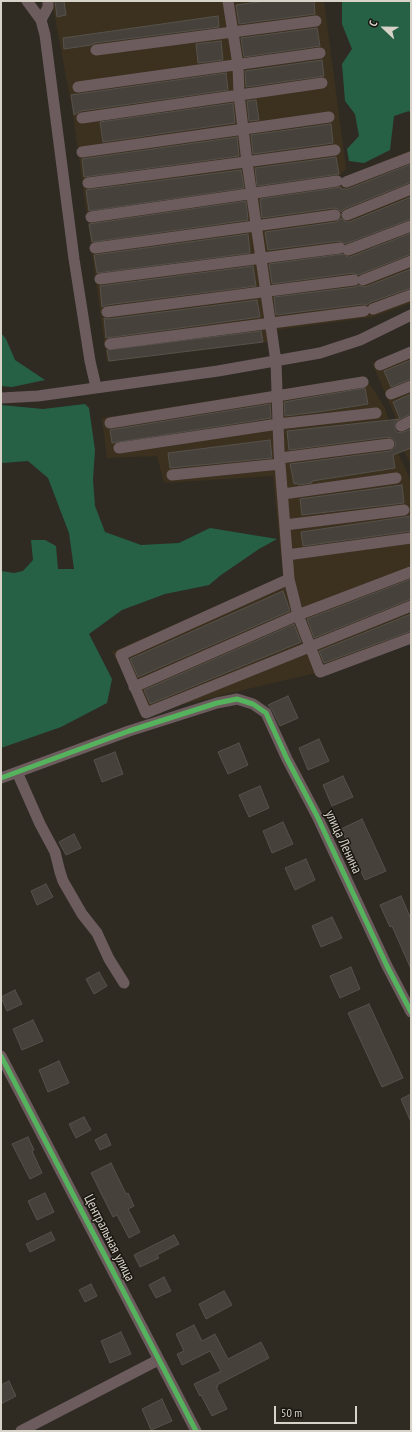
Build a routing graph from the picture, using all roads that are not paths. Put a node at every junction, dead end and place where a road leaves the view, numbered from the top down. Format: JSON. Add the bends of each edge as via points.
{"nodes":[{"id":1,"x":27,"y":1,"type":"edge"},
{"id":2,"x":48,"y":1,"type":"edge"},
{"id":3,"x":228,"y":1,"type":"edge"},
{"id":4,"x":41,"y":20,"type":"junction"},
{"id":5,"x":316,"y":21,"type":"dead end"},
{"id":6,"x":233,"y":32,"type":"junction"},
{"id":7,"x":96,"y":50,"type":"dead end"},
{"id":8,"x":320,"y":53,"type":"dead end"},
{"id":9,"x":238,"y":65,"type":"junction"},
{"id":10,"x":322,"y":83,"type":"dead end"},
{"id":11,"x":78,"y":87,"type":"dead end"},
{"id":12,"x":239,"y":95,"type":"junction"},
{"id":13,"x":329,"y":117,"type":"dead end"},
{"id":14,"x":82,"y":118,"type":"dead end"},
{"id":15,"x":243,"y":129,"type":"junction"},
{"id":16,"x":335,"y":150,"type":"dead end"},
{"id":17,"x":82,"y":152,"type":"dead end"},
{"id":18,"x":411,"y":157,"type":"edge"},
{"id":19,"x":247,"y":162,"type":"junction"},
{"id":20,"x":88,"y":183,"type":"dead end"},
{"id":21,"x":411,"y":189,"type":"edge"},
{"id":22,"x":252,"y":193,"type":"junction"},
{"id":23,"x":335,"y":215,"type":"dead end"},
{"id":24,"x":347,"y":215,"type":"dead end"},
{"id":25,"x":91,"y":216,"type":"dead end"},
{"id":26,"x":256,"y":226,"type":"junction"},
{"id":27,"x":411,"y":226,"type":"edge"},
{"id":28,"x":95,"y":248,"type":"dead end"},
{"id":29,"x":261,"y":258,"type":"junction"},
{"id":30,"x":411,"y":261,"type":"edge"},
{"id":31,"x":100,"y":280,"type":"dead end"},
{"id":32,"x":266,"y":291,"type":"junction"},
{"id":33,"x":411,"y":295,"type":"edge"},
{"id":34,"x":107,"y":312,"type":"dead end"},
{"id":35,"x":411,"y":315,"type":"edge"},
{"id":36,"x":270,"y":323,"type":"junction"},
{"id":37,"x":110,"y":344,"type":"dead end"},
{"id":38,"x":411,"y":352,"type":"edge"},
{"id":39,"x":276,"y":362,"type":"junction"},
{"id":40,"x":380,"y":365,"type":"dead end"},
{"id":41,"x":363,"y":382,"type":"dead end"},
{"id":42,"x":411,"y":386,"type":"edge"},
{"id":43,"x":96,"y":387,"type":"junction"},
{"id":44,"x":391,"y":394,"type":"dead end"},
{"id":45,"x":276,"y":397,"type":"junction"},
{"id":46,"x":1,"y":398,"type":"edge"},
{"id":47,"x":376,"y":413,"type":"dead end"},
{"id":48,"x":110,"y":423,"type":"dead end"},
{"id":49,"x":278,"y":424,"type":"junction"},
{"id":50,"x":389,"y":444,"type":"dead end"},
{"id":51,"x":119,"y":448,"type":"dead end"},
{"id":52,"x":280,"y":461,"type":"junction"},
{"id":53,"x":172,"y":475,"type":"dead end"},
{"id":54,"x":396,"y":478,"type":"dead end"},
{"id":55,"x":283,"y":494,"type":"junction"},
{"id":56,"x":404,"y":510,"type":"dead end"},
{"id":57,"x":285,"y":525,"type":"junction"},
{"id":58,"x":411,"y":538,"type":"edge"},
{"id":59,"x":287,"y":555,"type":"junction"},
{"id":60,"x":411,"y":572,"type":"edge"},
{"id":61,"x":289,"y":579,"type":"junction"},
{"id":62,"x":411,"y":606,"type":"edge"},
{"id":63,"x":298,"y":615,"type":"junction"},
{"id":64,"x":411,"y":638,"type":"edge"},
{"id":65,"x":310,"y":647,"type":"junction"},
{"id":66,"x":134,"y":687,"type":"junction"},
{"id":67,"x":17,"y":772,"type":"junction"},
{"id":68,"x":1,"y":778,"type":"edge"},
{"id":69,"x":124,"y":983,"type":"dead end"},
{"id":70,"x":411,"y":1012,"type":"edge"},
{"id":71,"x":1,"y":1056,"type":"edge"},
{"id":72,"x":158,"y":1360,"type":"junction"},
{"id":73,"x":21,"y":1431,"type":"edge"},
{"id":74,"x":196,"y":1431,"type":"edge"}],
"edges":[{"from":1,"to":4,"type":"street"},
{"from":2,"to":4,"type":"street","via":[[48,7]]},
{"from":3,"to":6,"type":"street"},
{"from":4,"to":43,"type":"street","via":[[74,259]]},
{"from":5,"to":6,"type":"street"},
{"from":6,"to":7,"type":"street"},
{"from":6,"to":9,"type":"street"},
{"from":8,"to":9,"type":"street"},
{"from":9,"to":11,"type":"street"},
{"from":9,"to":12,"type":"street"},
{"from":10,"to":12,"type":"street"},
{"from":12,"to":14,"type":"street"},
{"from":12,"to":15,"type":"street"},
{"from":13,"to":15,"type":"street"},
{"from":15,"to":17,"type":"street"},
{"from":15,"to":19,"type":"street"},
{"from":16,"to":19,"type":"street"},
{"from":18,"to":22,"type":"street","via":[[341,182]]},
{"from":19,"to":20,"type":"street"},
{"from":19,"to":22,"type":"street"},
{"from":21,"to":24,"type":"street"},
{"from":22,"to":25,"type":"street"},
{"from":22,"to":26,"type":"street"},
{"from":23,"to":26,"type":"street"},
{"from":26,"to":28,"type":"street"},
{"from":26,"to":29,"type":"street"},
{"from":27,"to":29,"type":"street","via":[[344,249]]},
{"from":29,"to":31,"type":"street"},
{"from":29,"to":32,"type":"street"},
{"from":30,"to":32,"type":"street","via":[[358,280]]},
{"from":32,"to":34,"type":"street"},
{"from":32,"to":36,"type":"street"},
{"from":33,"to":36,"type":"street","via":[[368,310]]},
{"from":35,"to":39,"type":"street","via":[[360,340],[320,353]]},
{"from":36,"to":37,"type":"street"},
{"from":36,"to":39,"type":"street"},
{"from":38,"to":40,"type":"street"},
{"from":39,"to":43,"type":"street"},
{"from":39,"to":45,"type":"street"},
{"from":41,"to":45,"type":"street"},
{"from":42,"to":44,"type":"street"},
{"from":43,"to":46,"type":"street","via":[[38,396]]},
{"from":45,"to":48,"type":"street"},
{"from":45,"to":49,"type":"street"},
{"from":47,"to":49,"type":"street"},
{"from":49,"to":51,"type":"street"},
{"from":49,"to":52,"type":"street"},
{"from":50,"to":52,"type":"street"},
{"from":52,"to":53,"type":"street"},
{"from":52,"to":55,"type":"street"},
{"from":54,"to":55,"type":"street"},
{"from":55,"to":57,"type":"street"},
{"from":56,"to":57,"type":"street"},
{"from":57,"to":59,"type":"street"},
{"from":58,"to":59,"type":"street"},
{"from":59,"to":61,"type":"street"},
{"from":60,"to":63,"type":"street"},
{"from":61,"to":63,"type":"street"},
{"from":61,"to":66,"type":"street","via":[[121,655]]},
{"from":62,"to":65,"type":"street"},
{"from":63,"to":65,"type":"street"},
{"from":63,"to":66,"type":"street"},
{"from":64,"to":65,"type":"street","via":[[320,672]]},
{"from":65,"to":66,"type":"street","via":[[146,713]]},
{"from":67,"to":68,"type":"street"},
{"from":67,"to":69,"type":"street","via":[[55,852],[63,881],[82,914],[97,933]]},
{"from":67,"to":70,"type":"street","name":"улица Ленина","via":[[129,731],[217,703],[237,699],[253,704],[266,713]]},
{"from":71,"to":72,"type":"street","name":"Центральная улица"},
{"from":72,"to":73,"type":"street"},
{"from":72,"to":74,"type":"street","name":"Центральная улица"}]}
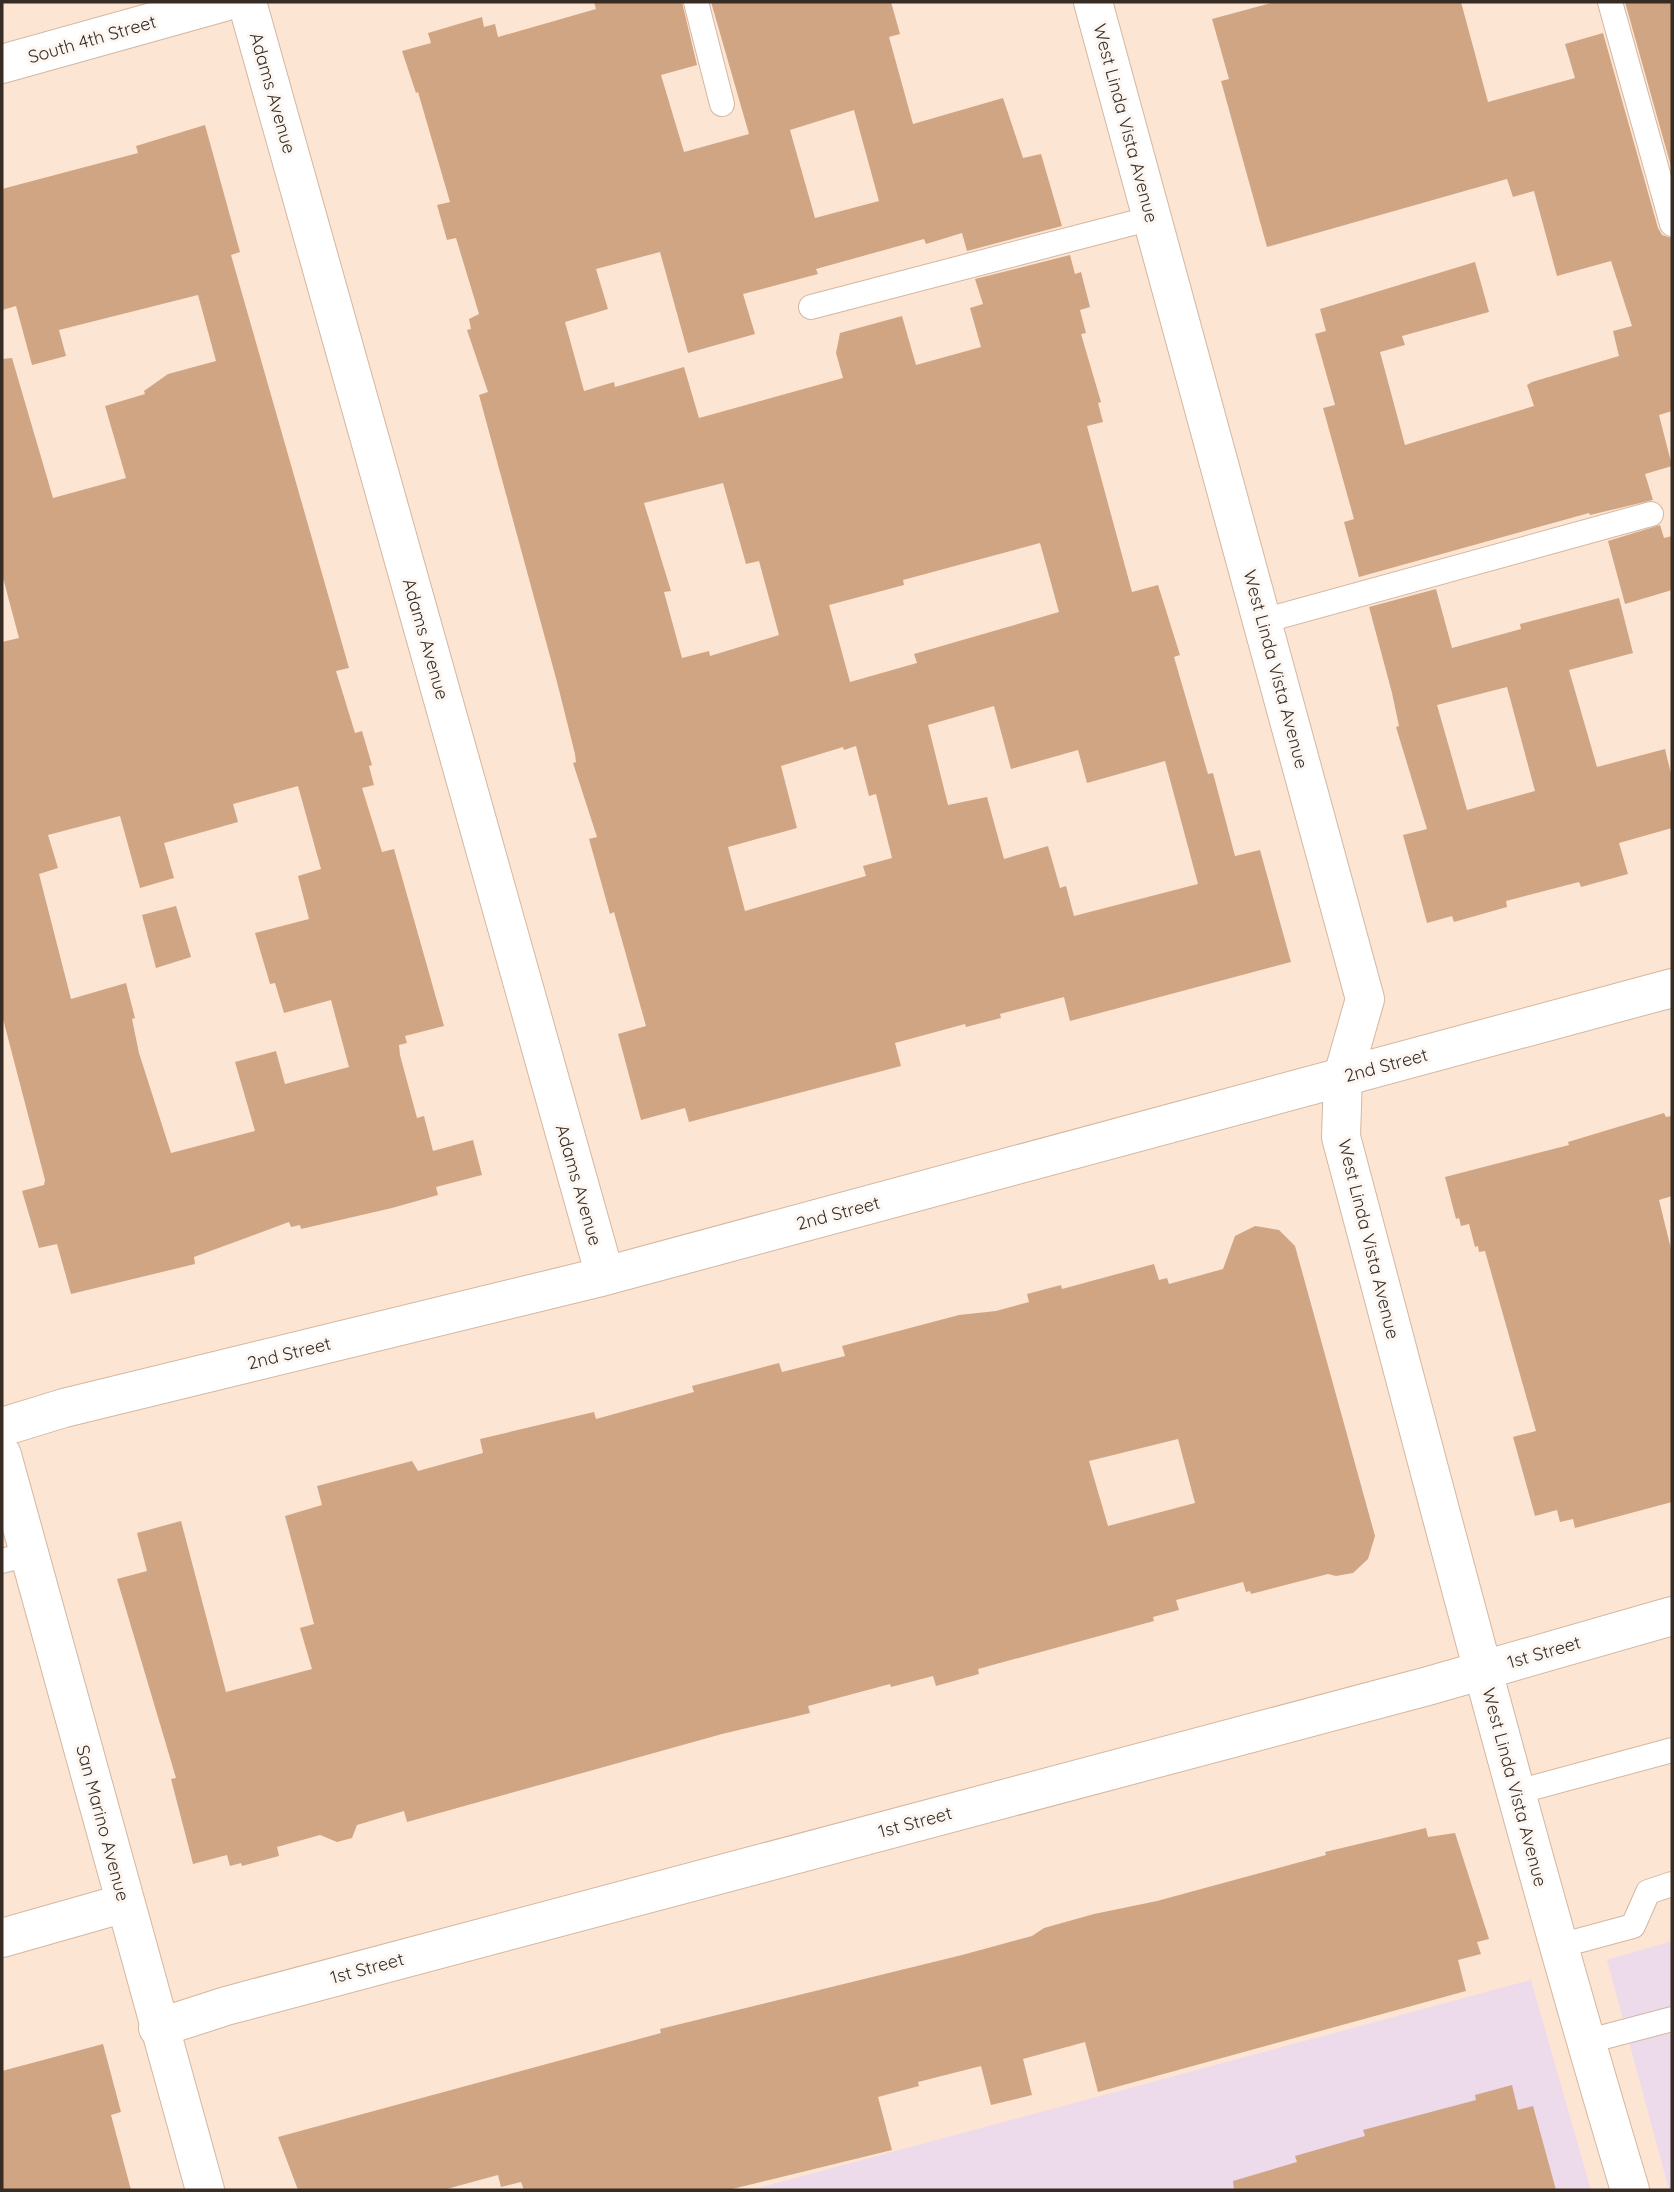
★ ★ ★ ★ ★ ★ ★
> Work order
Every line of the listing is to be retyped exactly; pictures stay out.

> Exercise output
Build a routing graph from the picture, using all roads that are not paths. Put a node at every junction, dead end and place where a road leaves the view, numbered from the top down. Format: JSON. Add the bends of each edge as via points.
{"nodes":[{"id":1,"x":27,"y":1,"type":"edge"},
{"id":2,"x":48,"y":1,"type":"edge"},
{"id":3,"x":228,"y":1,"type":"edge"},
{"id":4,"x":41,"y":20,"type":"junction"},
{"id":5,"x":316,"y":21,"type":"dead end"},
{"id":6,"x":233,"y":32,"type":"junction"},
{"id":7,"x":96,"y":50,"type":"dead end"},
{"id":8,"x":320,"y":53,"type":"dead end"},
{"id":9,"x":238,"y":65,"type":"junction"},
{"id":10,"x":322,"y":83,"type":"dead end"},
{"id":11,"x":78,"y":87,"type":"dead end"},
{"id":12,"x":239,"y":95,"type":"junction"},
{"id":13,"x":329,"y":117,"type":"dead end"},
{"id":14,"x":82,"y":118,"type":"dead end"},
{"id":15,"x":243,"y":129,"type":"junction"},
{"id":16,"x":335,"y":150,"type":"dead end"},
{"id":17,"x":82,"y":152,"type":"dead end"},
{"id":18,"x":411,"y":157,"type":"edge"},
{"id":19,"x":247,"y":162,"type":"junction"},
{"id":20,"x":88,"y":183,"type":"dead end"},
{"id":21,"x":411,"y":189,"type":"edge"},
{"id":22,"x":252,"y":193,"type":"junction"},
{"id":23,"x":335,"y":215,"type":"dead end"},
{"id":24,"x":347,"y":215,"type":"dead end"},
{"id":25,"x":91,"y":216,"type":"dead end"},
{"id":26,"x":256,"y":226,"type":"junction"},
{"id":27,"x":411,"y":226,"type":"edge"},
{"id":28,"x":95,"y":248,"type":"dead end"},
{"id":29,"x":261,"y":258,"type":"junction"},
{"id":30,"x":411,"y":261,"type":"edge"},
{"id":31,"x":100,"y":280,"type":"dead end"},
{"id":32,"x":266,"y":291,"type":"junction"},
{"id":33,"x":411,"y":295,"type":"edge"},
{"id":34,"x":107,"y":312,"type":"dead end"},
{"id":35,"x":411,"y":315,"type":"edge"},
{"id":36,"x":270,"y":323,"type":"junction"},
{"id":37,"x":110,"y":344,"type":"dead end"},
{"id":38,"x":411,"y":352,"type":"edge"},
{"id":39,"x":276,"y":362,"type":"junction"},
{"id":40,"x":380,"y":365,"type":"dead end"},
{"id":41,"x":363,"y":382,"type":"dead end"},
{"id":42,"x":411,"y":386,"type":"edge"},
{"id":43,"x":96,"y":387,"type":"junction"},
{"id":44,"x":391,"y":394,"type":"dead end"},
{"id":45,"x":276,"y":397,"type":"junction"},
{"id":46,"x":1,"y":398,"type":"edge"},
{"id":47,"x":376,"y":413,"type":"dead end"},
{"id":48,"x":110,"y":423,"type":"dead end"},
{"id":49,"x":278,"y":424,"type":"junction"},
{"id":50,"x":389,"y":444,"type":"dead end"},
{"id":51,"x":119,"y":448,"type":"dead end"},
{"id":52,"x":280,"y":461,"type":"junction"},
{"id":53,"x":172,"y":475,"type":"dead end"},
{"id":54,"x":396,"y":478,"type":"dead end"},
{"id":55,"x":283,"y":494,"type":"junction"},
{"id":56,"x":404,"y":510,"type":"dead end"},
{"id":57,"x":285,"y":525,"type":"junction"},
{"id":58,"x":411,"y":538,"type":"edge"},
{"id":59,"x":287,"y":555,"type":"junction"},
{"id":60,"x":411,"y":572,"type":"edge"},
{"id":61,"x":289,"y":579,"type":"junction"},
{"id":62,"x":411,"y":606,"type":"edge"},
{"id":63,"x":298,"y":615,"type":"junction"},
{"id":64,"x":411,"y":638,"type":"edge"},
{"id":65,"x":310,"y":647,"type":"junction"},
{"id":66,"x":134,"y":687,"type":"junction"},
{"id":67,"x":17,"y":772,"type":"junction"},
{"id":68,"x":1,"y":778,"type":"edge"},
{"id":69,"x":124,"y":983,"type":"dead end"},
{"id":70,"x":411,"y":1012,"type":"edge"},
{"id":71,"x":1,"y":1056,"type":"edge"},
{"id":72,"x":158,"y":1360,"type":"junction"},
{"id":73,"x":21,"y":1431,"type":"edge"},
{"id":74,"x":196,"y":1431,"type":"edge"}],
"edges":[{"from":1,"to":4,"type":"street"},
{"from":2,"to":4,"type":"street","via":[[48,7]]},
{"from":3,"to":6,"type":"street"},
{"from":4,"to":43,"type":"street","via":[[74,259]]},
{"from":5,"to":6,"type":"street"},
{"from":6,"to":7,"type":"street"},
{"from":6,"to":9,"type":"street"},
{"from":8,"to":9,"type":"street"},
{"from":9,"to":11,"type":"street"},
{"from":9,"to":12,"type":"street"},
{"from":10,"to":12,"type":"street"},
{"from":12,"to":14,"type":"street"},
{"from":12,"to":15,"type":"street"},
{"from":13,"to":15,"type":"street"},
{"from":15,"to":17,"type":"street"},
{"from":15,"to":19,"type":"street"},
{"from":16,"to":19,"type":"street"},
{"from":18,"to":22,"type":"street","via":[[341,182]]},
{"from":19,"to":20,"type":"street"},
{"from":19,"to":22,"type":"street"},
{"from":21,"to":24,"type":"street"},
{"from":22,"to":25,"type":"street"},
{"from":22,"to":26,"type":"street"},
{"from":23,"to":26,"type":"street"},
{"from":26,"to":28,"type":"street"},
{"from":26,"to":29,"type":"street"},
{"from":27,"to":29,"type":"street","via":[[344,249]]},
{"from":29,"to":31,"type":"street"},
{"from":29,"to":32,"type":"street"},
{"from":30,"to":32,"type":"street","via":[[358,280]]},
{"from":32,"to":34,"type":"street"},
{"from":32,"to":36,"type":"street"},
{"from":33,"to":36,"type":"street","via":[[368,310]]},
{"from":35,"to":39,"type":"street","via":[[360,340],[320,353]]},
{"from":36,"to":37,"type":"street"},
{"from":36,"to":39,"type":"street"},
{"from":38,"to":40,"type":"street"},
{"from":39,"to":43,"type":"street"},
{"from":39,"to":45,"type":"street"},
{"from":41,"to":45,"type":"street"},
{"from":42,"to":44,"type":"street"},
{"from":43,"to":46,"type":"street","via":[[38,396]]},
{"from":45,"to":48,"type":"street"},
{"from":45,"to":49,"type":"street"},
{"from":47,"to":49,"type":"street"},
{"from":49,"to":51,"type":"street"},
{"from":49,"to":52,"type":"street"},
{"from":50,"to":52,"type":"street"},
{"from":52,"to":53,"type":"street"},
{"from":52,"to":55,"type":"street"},
{"from":54,"to":55,"type":"street"},
{"from":55,"to":57,"type":"street"},
{"from":56,"to":57,"type":"street"},
{"from":57,"to":59,"type":"street"},
{"from":58,"to":59,"type":"street"},
{"from":59,"to":61,"type":"street"},
{"from":60,"to":63,"type":"street"},
{"from":61,"to":63,"type":"street"},
{"from":61,"to":66,"type":"street","via":[[121,655]]},
{"from":62,"to":65,"type":"street"},
{"from":63,"to":65,"type":"street"},
{"from":63,"to":66,"type":"street"},
{"from":64,"to":65,"type":"street","via":[[320,672]]},
{"from":65,"to":66,"type":"street","via":[[146,713]]},
{"from":67,"to":68,"type":"street"},
{"from":67,"to":69,"type":"street","via":[[55,852],[63,881],[82,914],[97,933]]},
{"from":67,"to":70,"type":"street","name":"улица Ленина","via":[[129,731],[217,703],[237,699],[253,704],[266,713]]},
{"from":71,"to":72,"type":"street","name":"Центральная улица"},
{"from":72,"to":73,"type":"street"},
{"from":72,"to":74,"type":"street","name":"Центральная улица"}]}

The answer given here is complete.